ガンビア側にあるストーンサークルはアクセスも容易でガイドブックにも行き方が載っているのですが、今回私たちは、セネガル側にあるストーンサークルを訪問しようと試み、昨日カオラクKaolackに移動してきたのです。こちらは対照的に十分な情報が無いのだけれど・・・。

■ガイドブックにない村へ
カオラクのガールルティエール(バスターミナル)で、「メディナサバー?、メディナサバー?」とドライバーに声をかけます。そうして「この車に乗れ」と言われた乗り合いの車に乗り、約3時間ほどセネガルを南下したところで、ガンビアとの国境の町クールアイーブKeur Ayibで降ろされました。

・・・もう、この感覚が久しぶり! 嬉しくてたまらない!

本来、ガイドブックを追いかける旅といったことが苦手なあづさです。旅は、夢を見る土地へ向けてさすらうように身をまかせてこそ旅、と思う気持ちが心の底のどこかにあるのです。だから、今日のように、夢見る行き先へ向けて自力で行き方を探り当てながら、「次はどんなところで降ろされるんだろう(ドキドキ)」といった湧き上がる気持ちと共に旅をしたいのです。今日の感触は大変にそれに近く、そしてどこか懐かしく、久々に“旅をしている”という気分にくすぐられる心地よさがありました。

でもその分苦労もいっぱいあります。先が見えないし、行くところがどんなところかすら分からないのですからね。

さて、クールアイーブからメディナサバーMedina Sabakhへは乗り合いの馬車に乗って移動するそうです。セネガルも田舎は田舎に来ているのか、馬車が主たる公共の移動手段となっているのですね。馬車は乗り心地は良くないし、ムチでたたかれる動物を見ることは好きではないけれど、これがこの町の姿なのだ、と言い聞かせながら、20分ほど馬車に乗ってメディナサバーの町に到着しました。

ストーンサークルがある村は、シンンガイエンSine Ngayeneと言います。メディナサバーまでは手持ちのミシュラン地図(縮尺1:4,000,000)に載っていますが、シンンガイエンなどは到底載っていません。似た名前のンガイエNgayene行きの乗り合いの車を見つけますが、同乗者が集まらず、かなり長いこと寝て待ったあとの夕方、ようやくその乗り合いバスが発車しました。しかし、車内で高い荷物運賃料 -荷物代の請求が、15kgほどのバッグに言い値は人間3人分以上、交渉しても人間と同じ料金にまでしか下がらず- を依然要求され続け、それを拒否したら何もないところでケンカ別れのように降りる結末になってしまいました。・・・やばいなあ・・・まわりに何もない、どうしましょ(T_T)

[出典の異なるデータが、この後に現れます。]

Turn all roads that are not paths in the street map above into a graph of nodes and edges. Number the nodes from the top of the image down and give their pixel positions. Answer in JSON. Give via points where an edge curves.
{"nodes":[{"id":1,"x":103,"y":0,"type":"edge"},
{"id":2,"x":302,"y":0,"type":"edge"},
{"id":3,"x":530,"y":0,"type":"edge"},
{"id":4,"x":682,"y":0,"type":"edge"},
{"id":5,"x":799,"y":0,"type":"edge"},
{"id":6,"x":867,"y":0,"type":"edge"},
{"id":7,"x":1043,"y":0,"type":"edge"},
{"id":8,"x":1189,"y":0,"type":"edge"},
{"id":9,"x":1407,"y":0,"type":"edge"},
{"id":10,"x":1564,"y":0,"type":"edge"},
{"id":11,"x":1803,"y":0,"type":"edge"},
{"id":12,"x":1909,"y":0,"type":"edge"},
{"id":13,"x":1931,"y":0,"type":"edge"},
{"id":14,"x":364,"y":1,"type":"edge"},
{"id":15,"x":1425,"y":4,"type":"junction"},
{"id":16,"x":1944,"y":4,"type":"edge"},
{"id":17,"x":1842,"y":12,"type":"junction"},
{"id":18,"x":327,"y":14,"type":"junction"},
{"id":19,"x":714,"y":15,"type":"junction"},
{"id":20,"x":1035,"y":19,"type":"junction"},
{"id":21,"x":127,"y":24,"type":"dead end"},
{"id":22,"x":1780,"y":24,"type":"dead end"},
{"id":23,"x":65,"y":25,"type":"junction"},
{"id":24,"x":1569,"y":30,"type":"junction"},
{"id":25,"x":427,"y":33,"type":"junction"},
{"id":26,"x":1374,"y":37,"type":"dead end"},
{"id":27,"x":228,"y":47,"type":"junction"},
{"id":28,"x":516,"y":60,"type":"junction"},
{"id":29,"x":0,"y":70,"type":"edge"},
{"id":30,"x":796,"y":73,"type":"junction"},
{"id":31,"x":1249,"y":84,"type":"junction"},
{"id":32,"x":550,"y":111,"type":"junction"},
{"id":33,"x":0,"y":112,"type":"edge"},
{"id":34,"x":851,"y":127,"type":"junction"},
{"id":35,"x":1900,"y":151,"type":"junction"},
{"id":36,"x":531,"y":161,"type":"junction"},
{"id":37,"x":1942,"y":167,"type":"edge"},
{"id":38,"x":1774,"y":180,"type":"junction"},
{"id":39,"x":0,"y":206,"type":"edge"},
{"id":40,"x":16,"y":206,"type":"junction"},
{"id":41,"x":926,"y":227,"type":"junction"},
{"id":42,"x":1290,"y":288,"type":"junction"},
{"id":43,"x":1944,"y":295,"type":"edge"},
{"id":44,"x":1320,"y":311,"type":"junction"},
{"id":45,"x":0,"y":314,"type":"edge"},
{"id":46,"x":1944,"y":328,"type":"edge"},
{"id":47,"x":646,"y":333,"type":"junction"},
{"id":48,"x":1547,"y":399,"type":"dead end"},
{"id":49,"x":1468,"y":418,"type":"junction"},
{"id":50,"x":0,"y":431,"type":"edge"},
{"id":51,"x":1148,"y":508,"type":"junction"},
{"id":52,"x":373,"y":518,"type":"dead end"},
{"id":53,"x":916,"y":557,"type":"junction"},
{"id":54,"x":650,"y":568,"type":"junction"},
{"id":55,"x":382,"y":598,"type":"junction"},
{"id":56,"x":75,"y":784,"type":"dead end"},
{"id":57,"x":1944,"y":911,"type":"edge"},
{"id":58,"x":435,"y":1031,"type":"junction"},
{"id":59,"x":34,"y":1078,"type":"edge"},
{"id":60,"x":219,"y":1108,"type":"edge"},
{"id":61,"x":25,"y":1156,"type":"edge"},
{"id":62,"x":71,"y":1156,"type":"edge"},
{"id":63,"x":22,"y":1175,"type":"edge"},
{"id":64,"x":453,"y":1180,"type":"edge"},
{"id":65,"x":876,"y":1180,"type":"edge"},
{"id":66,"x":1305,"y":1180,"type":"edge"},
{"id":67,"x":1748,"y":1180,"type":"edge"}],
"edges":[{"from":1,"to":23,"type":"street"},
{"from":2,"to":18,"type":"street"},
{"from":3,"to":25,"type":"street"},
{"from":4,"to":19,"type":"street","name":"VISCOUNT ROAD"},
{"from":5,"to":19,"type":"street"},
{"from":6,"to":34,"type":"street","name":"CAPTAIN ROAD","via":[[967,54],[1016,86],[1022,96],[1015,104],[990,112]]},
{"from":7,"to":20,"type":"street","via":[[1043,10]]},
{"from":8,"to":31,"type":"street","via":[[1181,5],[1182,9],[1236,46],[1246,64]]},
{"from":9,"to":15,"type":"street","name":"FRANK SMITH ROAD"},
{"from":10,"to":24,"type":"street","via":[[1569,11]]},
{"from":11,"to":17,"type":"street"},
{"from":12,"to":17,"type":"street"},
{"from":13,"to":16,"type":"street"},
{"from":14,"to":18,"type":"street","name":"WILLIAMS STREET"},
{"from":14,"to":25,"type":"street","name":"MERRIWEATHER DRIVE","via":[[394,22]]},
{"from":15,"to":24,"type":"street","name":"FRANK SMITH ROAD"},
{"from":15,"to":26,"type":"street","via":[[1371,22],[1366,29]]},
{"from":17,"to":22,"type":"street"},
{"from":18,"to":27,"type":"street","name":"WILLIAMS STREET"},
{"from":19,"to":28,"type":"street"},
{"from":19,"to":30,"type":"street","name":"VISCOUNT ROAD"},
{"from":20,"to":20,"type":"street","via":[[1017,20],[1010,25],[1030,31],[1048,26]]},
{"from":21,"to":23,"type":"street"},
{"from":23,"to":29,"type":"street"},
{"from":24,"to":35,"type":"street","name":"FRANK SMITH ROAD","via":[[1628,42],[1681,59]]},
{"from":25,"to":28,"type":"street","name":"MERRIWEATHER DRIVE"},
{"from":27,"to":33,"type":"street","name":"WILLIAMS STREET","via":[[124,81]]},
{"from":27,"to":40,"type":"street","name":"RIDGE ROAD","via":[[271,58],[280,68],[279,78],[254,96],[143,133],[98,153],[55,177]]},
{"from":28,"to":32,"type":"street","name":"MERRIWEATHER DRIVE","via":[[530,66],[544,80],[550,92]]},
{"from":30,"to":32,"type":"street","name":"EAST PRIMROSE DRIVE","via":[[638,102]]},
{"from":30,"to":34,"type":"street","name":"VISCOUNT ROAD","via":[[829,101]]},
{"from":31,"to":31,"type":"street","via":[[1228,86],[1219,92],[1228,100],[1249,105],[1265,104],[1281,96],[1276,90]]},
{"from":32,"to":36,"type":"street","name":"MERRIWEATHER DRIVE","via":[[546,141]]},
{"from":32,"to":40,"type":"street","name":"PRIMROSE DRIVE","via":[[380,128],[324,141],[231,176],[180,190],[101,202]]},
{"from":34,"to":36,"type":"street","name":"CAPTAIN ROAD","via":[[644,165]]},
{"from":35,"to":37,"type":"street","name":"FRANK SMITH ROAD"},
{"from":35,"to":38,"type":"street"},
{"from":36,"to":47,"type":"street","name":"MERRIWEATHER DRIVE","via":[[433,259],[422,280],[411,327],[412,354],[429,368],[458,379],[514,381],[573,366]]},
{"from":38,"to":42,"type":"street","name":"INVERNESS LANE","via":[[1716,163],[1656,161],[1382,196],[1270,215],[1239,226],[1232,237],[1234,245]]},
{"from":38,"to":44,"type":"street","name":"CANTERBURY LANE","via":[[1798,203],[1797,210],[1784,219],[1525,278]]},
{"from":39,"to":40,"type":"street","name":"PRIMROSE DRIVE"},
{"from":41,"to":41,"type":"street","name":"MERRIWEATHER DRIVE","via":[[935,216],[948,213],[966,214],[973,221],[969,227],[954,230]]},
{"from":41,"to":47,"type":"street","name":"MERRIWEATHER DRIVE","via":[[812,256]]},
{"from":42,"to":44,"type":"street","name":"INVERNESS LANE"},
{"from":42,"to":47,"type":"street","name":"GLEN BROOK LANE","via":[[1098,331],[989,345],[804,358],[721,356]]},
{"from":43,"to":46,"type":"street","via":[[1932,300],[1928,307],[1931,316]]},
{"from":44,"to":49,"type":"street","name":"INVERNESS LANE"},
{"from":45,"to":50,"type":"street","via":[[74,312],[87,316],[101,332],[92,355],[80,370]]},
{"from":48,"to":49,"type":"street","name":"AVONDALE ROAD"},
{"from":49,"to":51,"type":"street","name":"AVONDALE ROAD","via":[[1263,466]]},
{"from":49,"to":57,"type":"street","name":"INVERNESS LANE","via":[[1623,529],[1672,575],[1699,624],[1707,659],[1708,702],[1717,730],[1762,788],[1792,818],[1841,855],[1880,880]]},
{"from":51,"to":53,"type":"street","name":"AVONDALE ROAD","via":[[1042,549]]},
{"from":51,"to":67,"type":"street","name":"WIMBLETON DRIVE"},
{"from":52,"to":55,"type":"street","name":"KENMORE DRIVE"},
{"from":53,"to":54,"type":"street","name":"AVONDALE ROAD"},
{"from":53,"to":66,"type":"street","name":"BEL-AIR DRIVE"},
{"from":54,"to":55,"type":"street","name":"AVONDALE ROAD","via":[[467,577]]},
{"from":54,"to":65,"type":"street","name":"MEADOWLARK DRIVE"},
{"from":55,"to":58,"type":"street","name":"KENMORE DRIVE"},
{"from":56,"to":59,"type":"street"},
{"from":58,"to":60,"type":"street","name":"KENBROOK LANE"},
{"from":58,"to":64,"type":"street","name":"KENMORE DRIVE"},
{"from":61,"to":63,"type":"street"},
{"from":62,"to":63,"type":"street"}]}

畑のおじさんに、シンンガイエン村への行き方を聞いたら、道の先を指差し、ルイエンという村を越えた先にあると教えられました。もうまもなく日没という時間帯での移動は恐いのですが、それでも引き返したって途中で日没となるでしょうから、私たちは目的の村を目指すことにしました。

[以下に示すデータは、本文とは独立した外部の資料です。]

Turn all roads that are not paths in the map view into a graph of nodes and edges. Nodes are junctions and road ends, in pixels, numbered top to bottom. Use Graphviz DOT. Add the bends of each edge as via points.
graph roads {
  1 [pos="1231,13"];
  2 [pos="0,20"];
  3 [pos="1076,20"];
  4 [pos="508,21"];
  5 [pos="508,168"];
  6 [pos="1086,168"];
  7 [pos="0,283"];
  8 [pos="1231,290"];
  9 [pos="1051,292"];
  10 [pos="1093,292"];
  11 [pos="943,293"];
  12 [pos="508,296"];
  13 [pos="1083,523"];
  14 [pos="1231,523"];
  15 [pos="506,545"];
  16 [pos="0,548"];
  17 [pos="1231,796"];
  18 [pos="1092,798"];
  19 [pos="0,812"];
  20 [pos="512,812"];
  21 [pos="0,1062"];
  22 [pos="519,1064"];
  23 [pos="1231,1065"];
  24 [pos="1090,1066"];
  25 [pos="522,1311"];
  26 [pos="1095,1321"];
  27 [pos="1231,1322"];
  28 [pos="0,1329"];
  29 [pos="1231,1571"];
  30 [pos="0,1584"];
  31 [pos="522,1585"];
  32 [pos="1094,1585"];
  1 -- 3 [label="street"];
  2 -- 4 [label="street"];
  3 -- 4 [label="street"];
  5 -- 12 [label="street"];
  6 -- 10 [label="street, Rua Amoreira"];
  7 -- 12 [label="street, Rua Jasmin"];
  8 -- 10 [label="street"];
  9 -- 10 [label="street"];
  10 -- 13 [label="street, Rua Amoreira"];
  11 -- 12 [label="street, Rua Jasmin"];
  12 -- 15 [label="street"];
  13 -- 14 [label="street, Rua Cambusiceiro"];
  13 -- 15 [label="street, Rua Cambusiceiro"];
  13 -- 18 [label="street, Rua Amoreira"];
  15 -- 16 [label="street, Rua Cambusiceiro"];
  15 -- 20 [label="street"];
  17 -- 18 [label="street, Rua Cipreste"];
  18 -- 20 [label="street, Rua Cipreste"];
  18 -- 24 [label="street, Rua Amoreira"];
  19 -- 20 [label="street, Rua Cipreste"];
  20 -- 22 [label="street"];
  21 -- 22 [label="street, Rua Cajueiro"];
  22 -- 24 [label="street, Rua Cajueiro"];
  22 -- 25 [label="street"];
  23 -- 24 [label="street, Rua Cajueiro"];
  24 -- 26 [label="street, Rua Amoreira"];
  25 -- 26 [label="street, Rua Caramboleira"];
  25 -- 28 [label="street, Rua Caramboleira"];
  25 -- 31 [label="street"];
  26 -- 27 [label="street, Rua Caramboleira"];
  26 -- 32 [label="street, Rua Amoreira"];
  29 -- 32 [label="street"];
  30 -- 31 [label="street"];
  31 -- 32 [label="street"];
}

荷物を持って歩き、途中ヒッチ馬車。ルイエンの村を通り、再び歩き、ヒッチ馬車・・・途中同じ方向に歩くおじさんに出会えたからこそ分岐も間違わずに、シンンガイエンの村に到着しました。時刻は18時をすぎていて、もうまもなく日没!というタイミングだったから、観光にはぎりぎりセーフです。

■シンンガイエン村のストーンサークル
“ストーンサークル”は英語なので当然誰にも通じません。フランス語だったら“ピエールセルクル(石の輪)”かなー?と尋ねても、うまく通じません。絵を描いて見せると分かってくれ、現地の言葉は“ジャレンベレ”ということもそのとき教わりました。そして、おじさんに村の端にあるジャレンベレに連れて行ってもらい、夕刻の素晴らしい色の光が当たるストーンサークルを、写真に撮りながら見納めることができました。

シンンガイエン村のストーンサークル

「今日の夜、どうする・・・?」

・・・当然次に出てくる会話は、これです。

水だけもらって歩いて、暗くなったらテントを張るしかないかとも考えましたが、テントを張れるような場所の心当たりもありません。村のおじさんに「エスキリヤカンプマン?オーベルジュ?ウーオテル?」(ここにはキャンプメント、宿、それかホテルはありますか?)と尋ねると村の一角に連れていかれ・・・言われた通りに座って待っていると陽気な村長がやってきて、「学校に泊まっていきなさい」と言ってくれます。更に待っていると、珍しい来客の噂が広まったのか、村の人々がぞろぞろ集まり・・・なんかすごいことになってきたよ。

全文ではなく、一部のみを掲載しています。